▶ Action item
All lines below containing "edges" are to be listed.

▶ Saved data entries

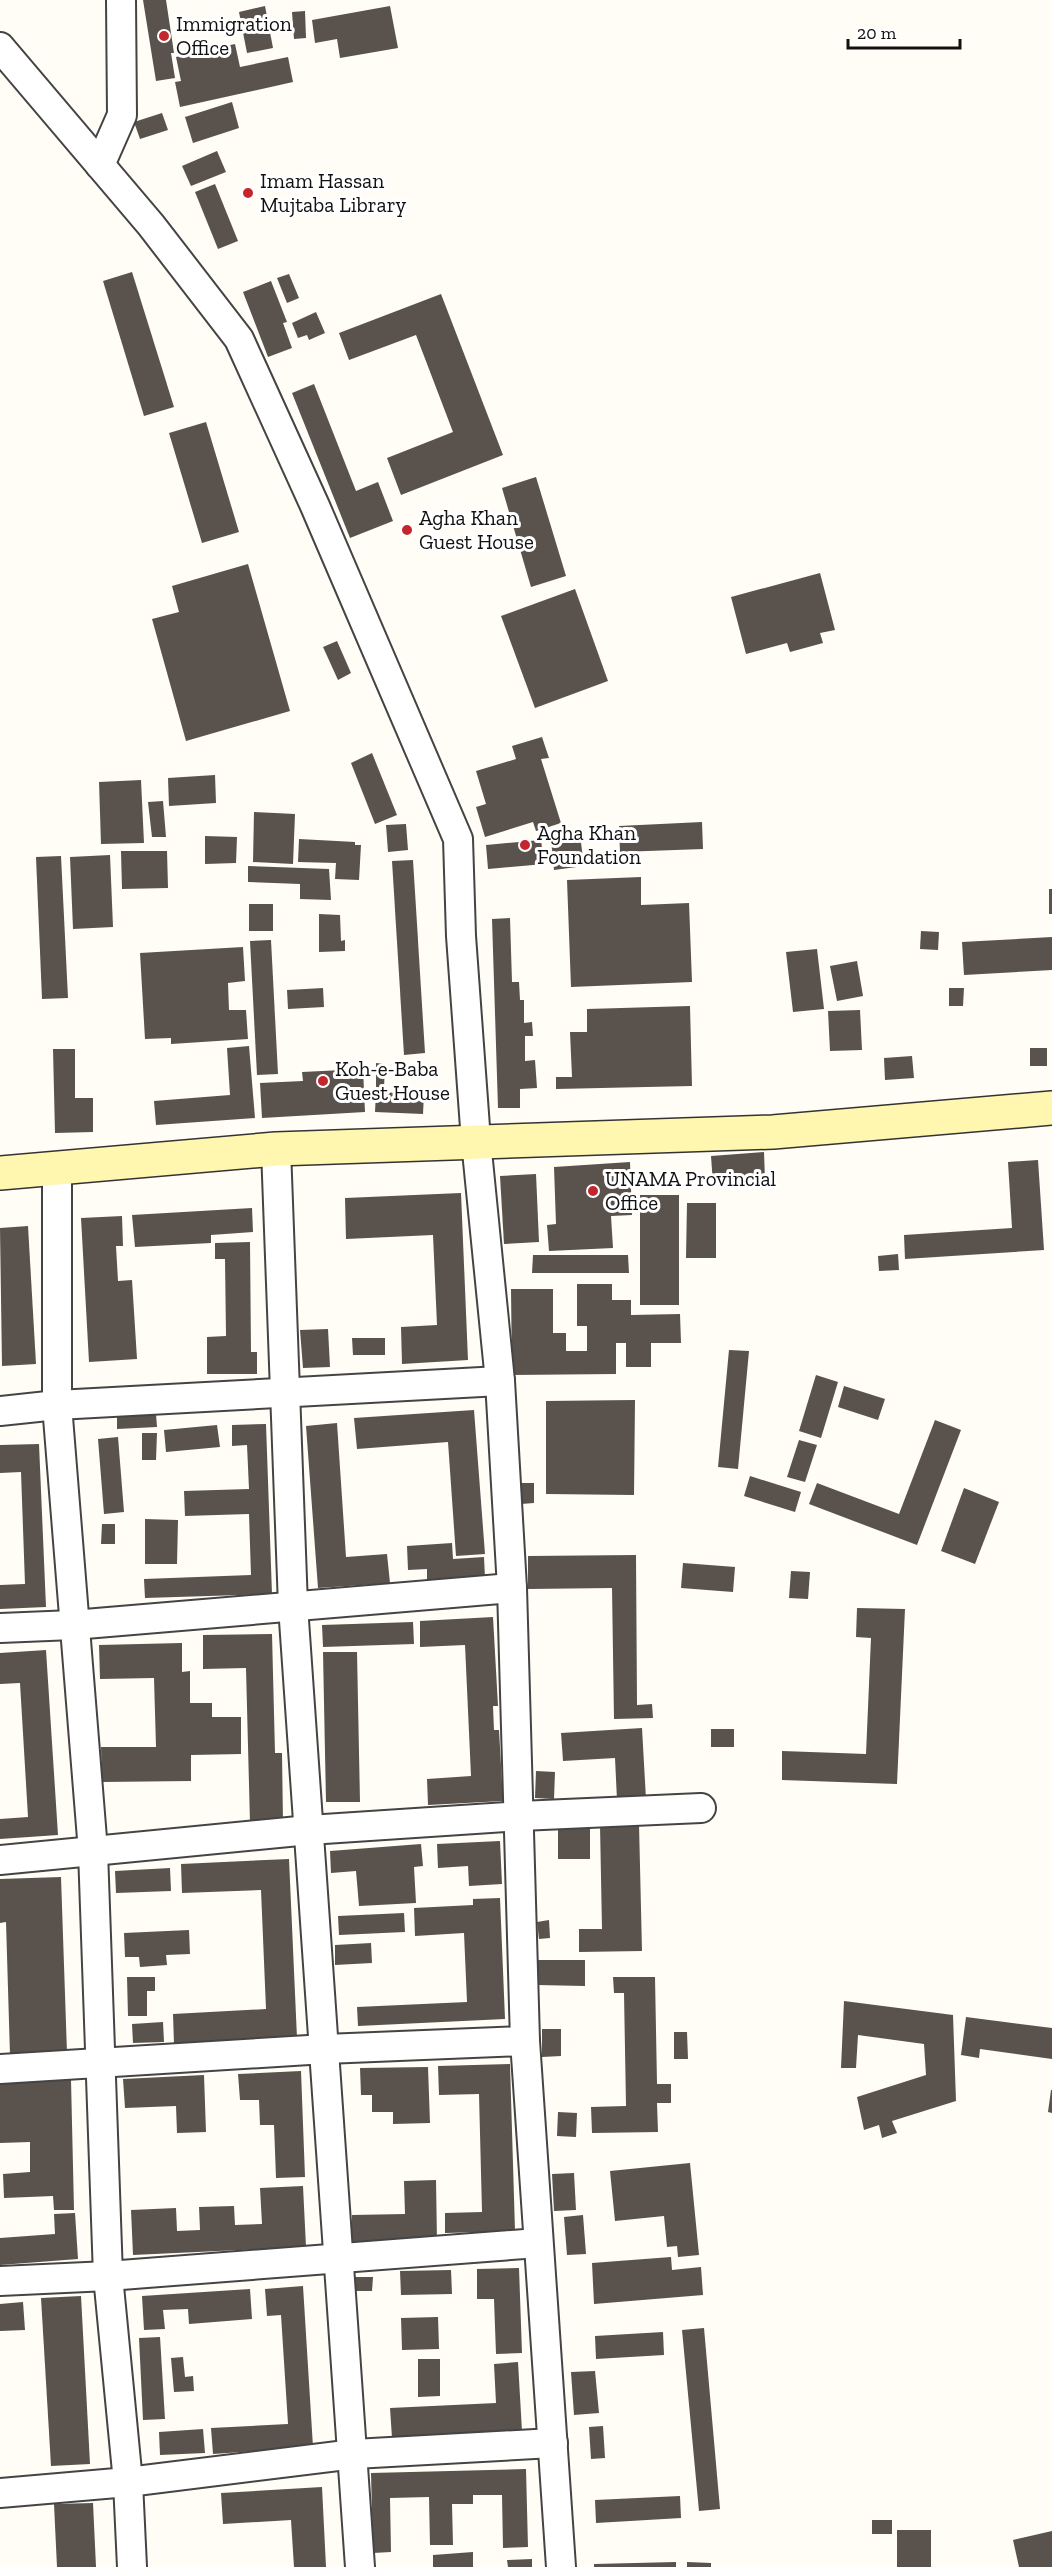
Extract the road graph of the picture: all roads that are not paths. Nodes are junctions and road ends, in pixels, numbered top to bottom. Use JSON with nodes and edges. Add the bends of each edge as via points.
{"nodes":[{"id":1,"x":121,"y":0,"type":"edge"},
{"id":2,"x":0,"y":47,"type":"edge"},
{"id":3,"x":100,"y":165,"type":"junction"},
{"id":4,"x":1052,"y":1108,"type":"edge"},
{"id":5,"x":476,"y":1141,"type":"junction"},
{"id":6,"x":276,"y":1149,"type":"junction"},
{"id":7,"x":57,"y":1169,"type":"junction"},
{"id":8,"x":0,"y":1173,"type":"edge"},
{"id":9,"x":500,"y":1381,"type":"junction"},
{"id":10,"x":285,"y":1393,"type":"junction"},
{"id":11,"x":57,"y":1405,"type":"junction"},
{"id":12,"x":0,"y":1411,"type":"edge"},
{"id":13,"x":512,"y":1588,"type":"junction"},
{"id":14,"x":293,"y":1606,"type":"junction"},
{"id":15,"x":73,"y":1625,"type":"junction"},
{"id":16,"x":0,"y":1628,"type":"edge"},
{"id":17,"x":701,"y":1808,"type":"dead end"},
{"id":18,"x":520,"y":1816,"type":"junction"},
{"id":19,"x":309,"y":1830,"type":"junction"},
{"id":20,"x":93,"y":1851,"type":"junction"},
{"id":21,"x":0,"y":1860,"type":"edge"},
{"id":22,"x":525,"y":2041,"type":"junction"},
{"id":23,"x":325,"y":2049,"type":"junction"},
{"id":24,"x":99,"y":2063,"type":"junction"},
{"id":25,"x":0,"y":2069,"type":"edge"},
{"id":26,"x":538,"y":2243,"type":"junction"},
{"id":27,"x":339,"y":2259,"type":"junction"},
{"id":28,"x":108,"y":2276,"type":"junction"},
{"id":29,"x":0,"y":2281,"type":"edge"},
{"id":30,"x":553,"y":2443,"type":"junction"},
{"id":31,"x":354,"y":2454,"type":"junction"},
{"id":32,"x":128,"y":2482,"type":"junction"},
{"id":33,"x":0,"y":2493,"type":"edge"},
{"id":34,"x":132,"y":2567,"type":"edge"},
{"id":35,"x":360,"y":2567,"type":"edge"},
{"id":36,"x":561,"y":2567,"type":"edge"}],
"edges":[{"from":1,"to":3,"type":"street","via":[[122,115]]},
{"from":2,"to":3,"type":"street"},
{"from":3,"to":5,"type":"street","via":[[239,339],[458,839]]},
{"from":4,"to":5,"type":"street","via":[[773,1132]]},
{"from":5,"to":6,"type":"street"},
{"from":5,"to":9,"type":"street"},
{"from":6,"to":7,"type":"street"},
{"from":6,"to":10,"type":"street"},
{"from":7,"to":8,"type":"street"},
{"from":7,"to":11,"type":"street"},
{"from":9,"to":10,"type":"street"},
{"from":9,"to":13,"type":"street"},
{"from":10,"to":11,"type":"street"},
{"from":10,"to":14,"type":"street"},
{"from":11,"to":12,"type":"street"},
{"from":11,"to":15,"type":"street"},
{"from":13,"to":14,"type":"street"},
{"from":13,"to":18,"type":"street"},
{"from":14,"to":15,"type":"street"},
{"from":14,"to":19,"type":"street"},
{"from":15,"to":16,"type":"street"},
{"from":15,"to":20,"type":"street"},
{"from":17,"to":18,"type":"street"},
{"from":18,"to":19,"type":"street"},
{"from":18,"to":22,"type":"street"},
{"from":19,"to":20,"type":"street"},
{"from":19,"to":23,"type":"street"},
{"from":20,"to":21,"type":"street"},
{"from":20,"to":24,"type":"street"},
{"from":22,"to":23,"type":"street"},
{"from":22,"to":26,"type":"street"},
{"from":23,"to":24,"type":"street"},
{"from":23,"to":27,"type":"street"},
{"from":24,"to":25,"type":"street"},
{"from":24,"to":28,"type":"street"},
{"from":26,"to":27,"type":"street"},
{"from":26,"to":30,"type":"street"},
{"from":27,"to":28,"type":"street"},
{"from":27,"to":31,"type":"street"},
{"from":28,"to":29,"type":"street"},
{"from":28,"to":32,"type":"street"},
{"from":30,"to":31,"type":"street"},
{"from":30,"to":36,"type":"street"},
{"from":31,"to":32,"type":"street"},
{"from":31,"to":35,"type":"street"},
{"from":32,"to":33,"type":"street"},
{"from":32,"to":34,"type":"street"}]}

▶ Exercise solution
Extract the road graph of the picture: all roads that are not paths. Nodes are junctions and road ends, in pixels, numbered top to bottom. Use JSON with nodes and edges. Add the bends of each edge as via points.
"edges":[{"from":1,"to":3,"type":"street","via":[[122,115]]},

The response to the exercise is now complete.